#### [WHAT THE EXERCISE ASKS]
Your answer must be an exact copy of the records below, with no pictures in it.

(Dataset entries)
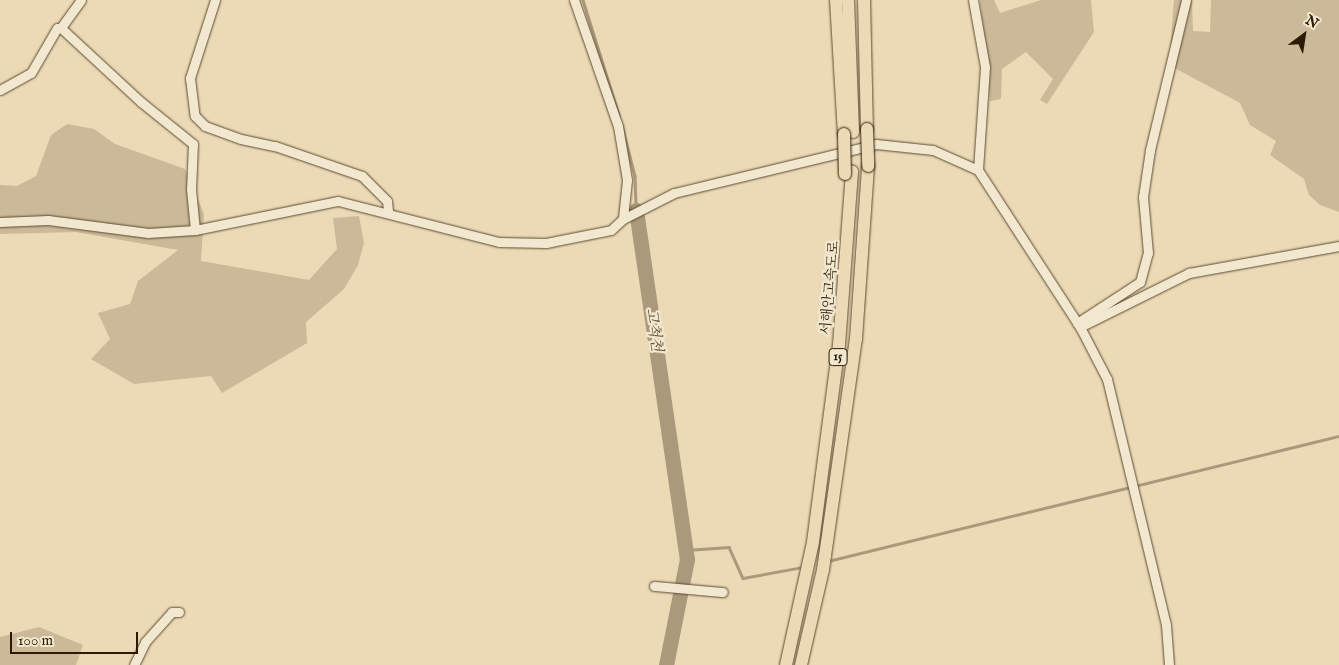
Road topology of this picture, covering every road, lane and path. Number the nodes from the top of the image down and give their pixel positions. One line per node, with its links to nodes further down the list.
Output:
1 (81, 0): 16 (street)
2 (215, 0): 13 (street)
3 (574, 0): 14 (street)
4 (836, 0): 11 (highway)
5 (848, 0): 11 (highway)
6 (864, 0): 24 (highway, 15, bridge)
7 (973, 0): 12 (street)
8 (1186, 0): 18 (street)
9 (57, 28): 10 (street)
10 (0, 90)
11 (848, 133): 23 (highway, 서해안고속도로 / 15, bridge)
12 (978, 170): 14 (street); 18 (street)
13 (388, 211): 14 (street); 16 (street)
14 (626, 218)
15 (0, 222): 16 (street)
16 (195, 230)
17 (1339, 246): 18 (street)
18 (1078, 325): 25 (street)
19 (659, 587): 20 (street)
20 (724, 592)
21 (178, 612): 22 (street)
22 (134, 665)
23 (786, 665)
24 (801, 665)
25 (1170, 665)

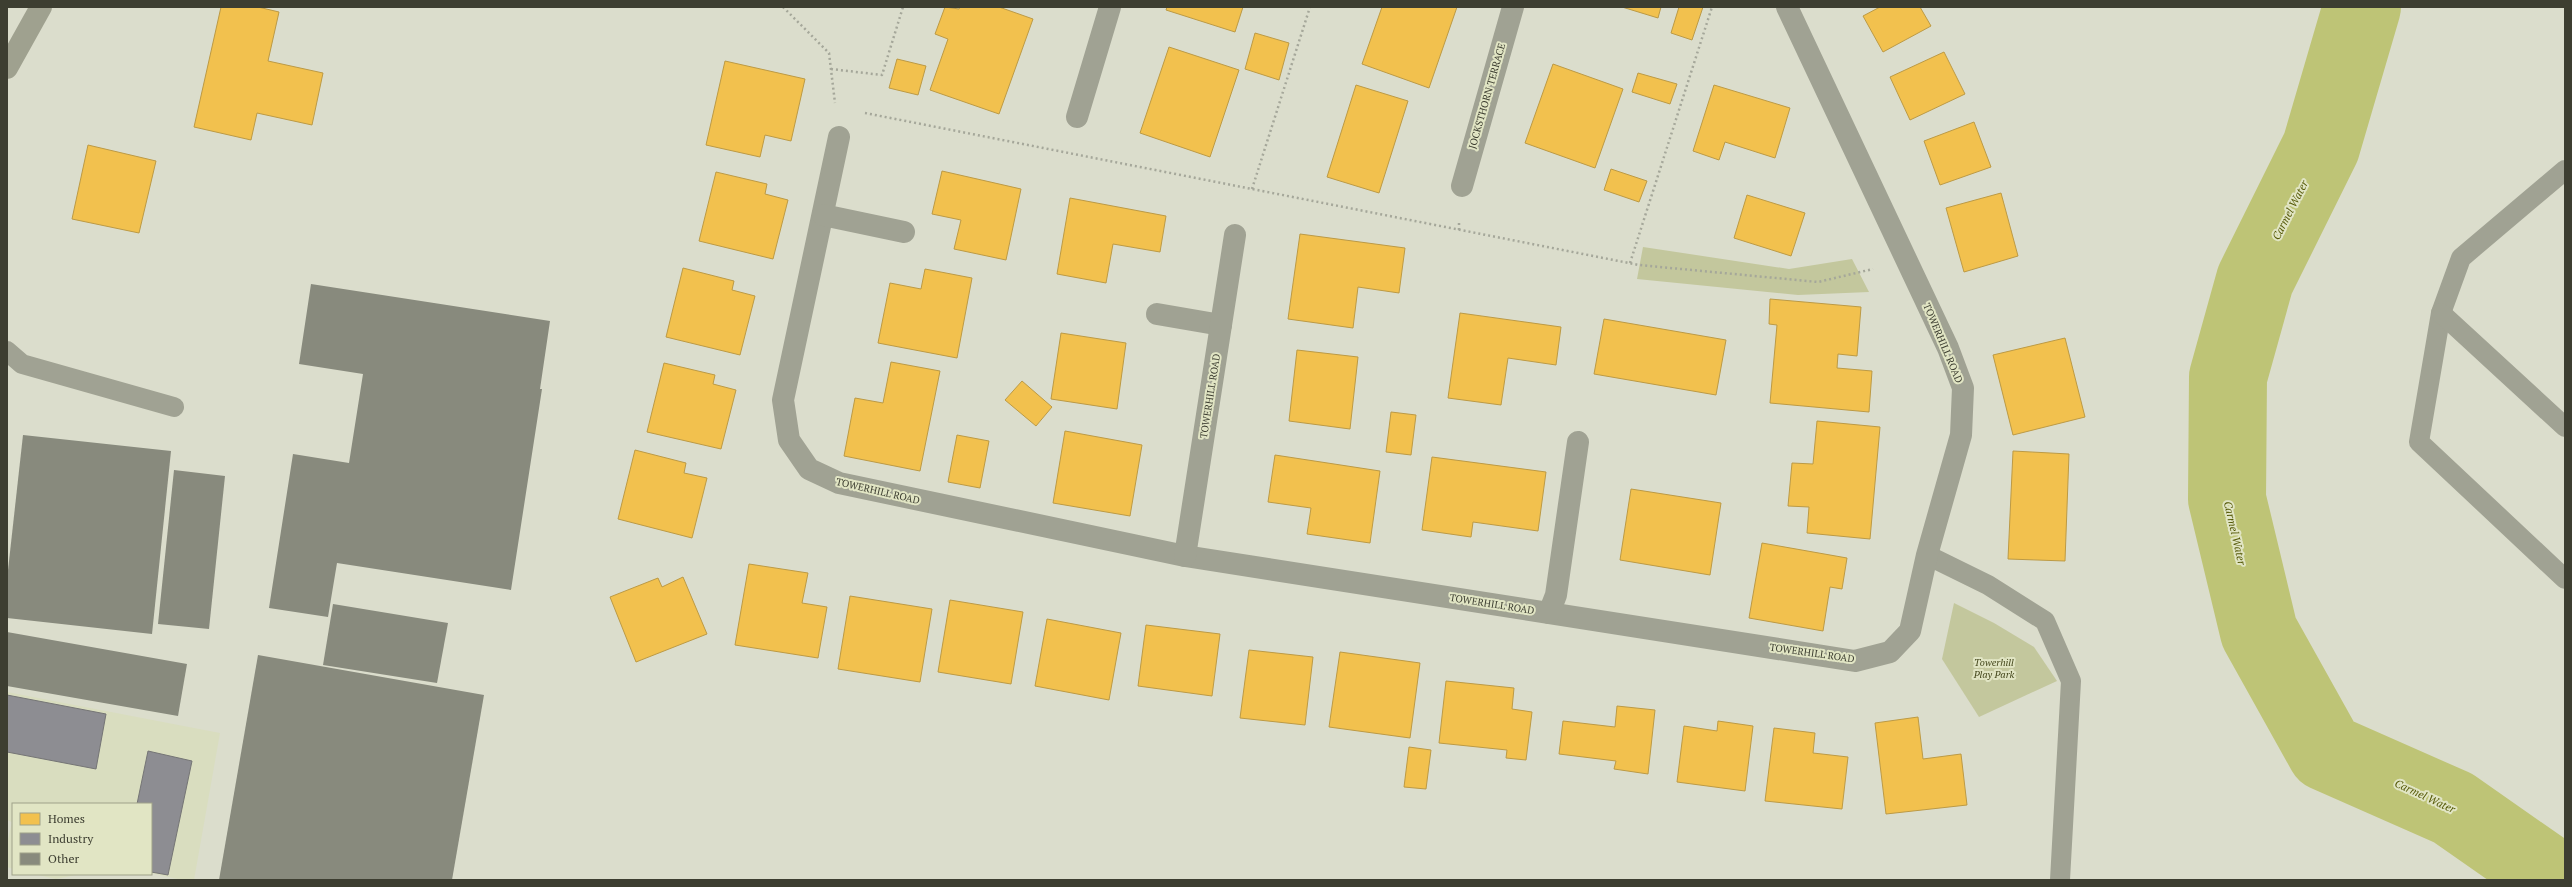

#### [REPLY]
Road topology of this picture, covering every road, lane and path. Number the nodes from the top of the image down and give their pixel positions. One line per node, with its links to nodes further down the list.
Output:
1 (81, 0): 16 (street)
2 (215, 0): 13 (street)
3 (574, 0): 14 (street)
4 (836, 0): 11 (highway)
5 (848, 0): 11 (highway)
6 (864, 0): 24 (highway, 15, bridge)
7 (973, 0): 12 (street)
8 (1186, 0): 18 (street)
9 (57, 28): 10 (street)
10 (0, 90)
11 (848, 133): 23 (highway, 서해안고속도로 / 15, bridge)
12 (978, 170): 14 (street); 18 (street)
13 (388, 211): 14 (street); 16 (street)
14 (626, 218)
15 (0, 222): 16 (street)
16 (195, 230)
17 (1339, 246): 18 (street)
18 (1078, 325): 25 (street)
19 (659, 587): 20 (street)
20 (724, 592)
21 (178, 612): 22 (street)
22 (134, 665)
23 (786, 665)
24 (801, 665)
25 (1170, 665)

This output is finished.